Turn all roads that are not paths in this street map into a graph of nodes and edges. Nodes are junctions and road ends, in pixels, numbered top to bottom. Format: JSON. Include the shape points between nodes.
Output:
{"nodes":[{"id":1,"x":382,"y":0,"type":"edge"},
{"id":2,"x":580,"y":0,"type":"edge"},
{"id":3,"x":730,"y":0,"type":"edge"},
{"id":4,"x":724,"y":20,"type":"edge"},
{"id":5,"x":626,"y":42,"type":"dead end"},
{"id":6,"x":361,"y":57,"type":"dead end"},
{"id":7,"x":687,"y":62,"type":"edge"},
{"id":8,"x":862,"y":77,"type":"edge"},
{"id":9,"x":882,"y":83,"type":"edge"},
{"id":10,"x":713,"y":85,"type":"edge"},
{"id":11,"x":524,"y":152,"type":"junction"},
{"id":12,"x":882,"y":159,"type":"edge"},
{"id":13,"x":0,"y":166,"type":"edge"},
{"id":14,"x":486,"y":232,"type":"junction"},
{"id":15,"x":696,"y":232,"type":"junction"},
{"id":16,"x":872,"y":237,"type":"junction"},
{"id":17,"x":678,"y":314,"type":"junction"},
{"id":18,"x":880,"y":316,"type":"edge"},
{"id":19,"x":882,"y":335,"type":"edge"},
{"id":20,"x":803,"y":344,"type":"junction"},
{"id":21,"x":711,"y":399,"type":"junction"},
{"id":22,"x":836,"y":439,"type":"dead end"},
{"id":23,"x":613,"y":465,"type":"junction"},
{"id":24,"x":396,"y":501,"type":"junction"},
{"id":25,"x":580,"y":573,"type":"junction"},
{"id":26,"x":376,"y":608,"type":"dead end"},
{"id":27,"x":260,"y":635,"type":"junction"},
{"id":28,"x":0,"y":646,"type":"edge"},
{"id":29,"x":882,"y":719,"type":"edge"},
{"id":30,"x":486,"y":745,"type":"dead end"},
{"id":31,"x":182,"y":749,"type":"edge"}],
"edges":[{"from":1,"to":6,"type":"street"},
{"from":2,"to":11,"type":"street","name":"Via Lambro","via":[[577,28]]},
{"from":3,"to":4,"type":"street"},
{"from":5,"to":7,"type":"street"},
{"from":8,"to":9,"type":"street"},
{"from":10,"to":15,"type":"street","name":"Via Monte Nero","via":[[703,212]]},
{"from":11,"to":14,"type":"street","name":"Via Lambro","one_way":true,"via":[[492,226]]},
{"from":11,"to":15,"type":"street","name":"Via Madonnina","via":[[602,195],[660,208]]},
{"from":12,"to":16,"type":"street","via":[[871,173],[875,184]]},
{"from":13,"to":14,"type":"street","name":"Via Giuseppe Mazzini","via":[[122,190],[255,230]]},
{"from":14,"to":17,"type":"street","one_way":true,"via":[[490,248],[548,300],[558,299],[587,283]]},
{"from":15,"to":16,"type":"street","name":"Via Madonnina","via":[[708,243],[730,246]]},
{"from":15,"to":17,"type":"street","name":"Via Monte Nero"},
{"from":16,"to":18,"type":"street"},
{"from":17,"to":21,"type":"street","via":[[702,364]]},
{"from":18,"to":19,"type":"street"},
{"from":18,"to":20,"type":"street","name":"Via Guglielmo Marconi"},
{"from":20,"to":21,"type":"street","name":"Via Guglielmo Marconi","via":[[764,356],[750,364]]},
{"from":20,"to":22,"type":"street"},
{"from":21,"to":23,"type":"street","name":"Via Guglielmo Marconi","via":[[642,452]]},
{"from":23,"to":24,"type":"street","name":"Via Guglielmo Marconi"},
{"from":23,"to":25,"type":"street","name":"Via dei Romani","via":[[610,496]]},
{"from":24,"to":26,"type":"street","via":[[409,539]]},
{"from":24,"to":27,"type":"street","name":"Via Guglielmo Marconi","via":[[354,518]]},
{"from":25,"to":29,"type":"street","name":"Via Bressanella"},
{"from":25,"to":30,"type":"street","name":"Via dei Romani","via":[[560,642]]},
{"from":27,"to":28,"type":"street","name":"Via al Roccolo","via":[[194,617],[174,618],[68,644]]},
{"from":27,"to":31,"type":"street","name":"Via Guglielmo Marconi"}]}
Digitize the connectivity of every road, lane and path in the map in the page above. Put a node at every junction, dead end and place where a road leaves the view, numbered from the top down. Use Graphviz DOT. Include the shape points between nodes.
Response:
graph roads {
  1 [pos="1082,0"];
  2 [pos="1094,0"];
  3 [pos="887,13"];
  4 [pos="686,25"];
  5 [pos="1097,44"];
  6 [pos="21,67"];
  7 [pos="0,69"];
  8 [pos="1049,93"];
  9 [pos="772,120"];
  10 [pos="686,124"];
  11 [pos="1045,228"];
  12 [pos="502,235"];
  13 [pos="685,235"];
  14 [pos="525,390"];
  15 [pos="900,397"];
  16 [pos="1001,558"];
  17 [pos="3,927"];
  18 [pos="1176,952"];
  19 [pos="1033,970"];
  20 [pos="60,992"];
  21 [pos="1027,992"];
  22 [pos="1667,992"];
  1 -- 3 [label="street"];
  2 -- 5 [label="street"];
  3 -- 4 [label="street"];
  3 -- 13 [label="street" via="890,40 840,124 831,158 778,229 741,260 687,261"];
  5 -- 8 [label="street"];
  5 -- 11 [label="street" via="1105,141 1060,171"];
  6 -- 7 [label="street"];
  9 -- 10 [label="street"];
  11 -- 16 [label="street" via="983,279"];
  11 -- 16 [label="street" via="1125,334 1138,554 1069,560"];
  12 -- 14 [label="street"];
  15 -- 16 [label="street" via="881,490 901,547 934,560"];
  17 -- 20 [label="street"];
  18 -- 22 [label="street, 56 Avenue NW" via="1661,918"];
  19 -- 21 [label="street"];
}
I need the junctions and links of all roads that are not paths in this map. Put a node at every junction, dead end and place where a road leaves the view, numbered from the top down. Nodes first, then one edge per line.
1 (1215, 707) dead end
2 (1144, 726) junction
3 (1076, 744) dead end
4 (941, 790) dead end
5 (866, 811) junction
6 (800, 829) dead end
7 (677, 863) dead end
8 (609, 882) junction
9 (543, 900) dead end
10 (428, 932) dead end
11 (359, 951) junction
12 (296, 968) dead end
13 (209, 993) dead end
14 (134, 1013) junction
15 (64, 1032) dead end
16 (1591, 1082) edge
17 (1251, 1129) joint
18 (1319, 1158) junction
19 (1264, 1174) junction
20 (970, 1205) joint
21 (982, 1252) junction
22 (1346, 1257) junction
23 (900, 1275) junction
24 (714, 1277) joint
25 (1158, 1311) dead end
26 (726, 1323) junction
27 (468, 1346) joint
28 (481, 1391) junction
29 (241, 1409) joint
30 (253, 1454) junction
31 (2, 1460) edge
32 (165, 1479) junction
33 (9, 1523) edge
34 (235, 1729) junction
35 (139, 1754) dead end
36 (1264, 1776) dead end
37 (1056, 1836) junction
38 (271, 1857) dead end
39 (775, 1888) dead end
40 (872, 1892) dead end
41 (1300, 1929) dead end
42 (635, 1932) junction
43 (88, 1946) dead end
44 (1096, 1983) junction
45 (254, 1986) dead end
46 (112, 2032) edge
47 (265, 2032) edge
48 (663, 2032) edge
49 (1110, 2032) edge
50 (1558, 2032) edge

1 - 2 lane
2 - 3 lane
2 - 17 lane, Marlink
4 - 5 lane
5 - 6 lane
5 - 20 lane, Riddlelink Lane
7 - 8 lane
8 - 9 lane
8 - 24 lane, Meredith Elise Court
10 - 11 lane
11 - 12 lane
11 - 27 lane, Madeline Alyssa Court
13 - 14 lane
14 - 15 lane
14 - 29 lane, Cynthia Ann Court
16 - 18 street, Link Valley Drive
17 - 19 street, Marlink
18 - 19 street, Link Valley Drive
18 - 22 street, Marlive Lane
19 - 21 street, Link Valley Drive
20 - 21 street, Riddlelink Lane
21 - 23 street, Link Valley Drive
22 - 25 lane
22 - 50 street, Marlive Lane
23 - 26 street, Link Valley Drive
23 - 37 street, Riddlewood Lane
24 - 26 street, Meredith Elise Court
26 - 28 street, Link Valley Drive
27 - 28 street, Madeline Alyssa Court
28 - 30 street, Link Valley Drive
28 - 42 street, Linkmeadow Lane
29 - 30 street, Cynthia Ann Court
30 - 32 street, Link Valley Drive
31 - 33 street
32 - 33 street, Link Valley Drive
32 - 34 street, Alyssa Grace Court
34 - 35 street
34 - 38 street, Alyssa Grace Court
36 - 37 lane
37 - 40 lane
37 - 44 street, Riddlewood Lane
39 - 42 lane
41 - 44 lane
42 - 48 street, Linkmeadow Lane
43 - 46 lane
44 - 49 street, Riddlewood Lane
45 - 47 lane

####

__What the task asks__
Only a number is expected: the count of lines in the entries that include the string "Guglielmo".

__Answer to the exercise__
6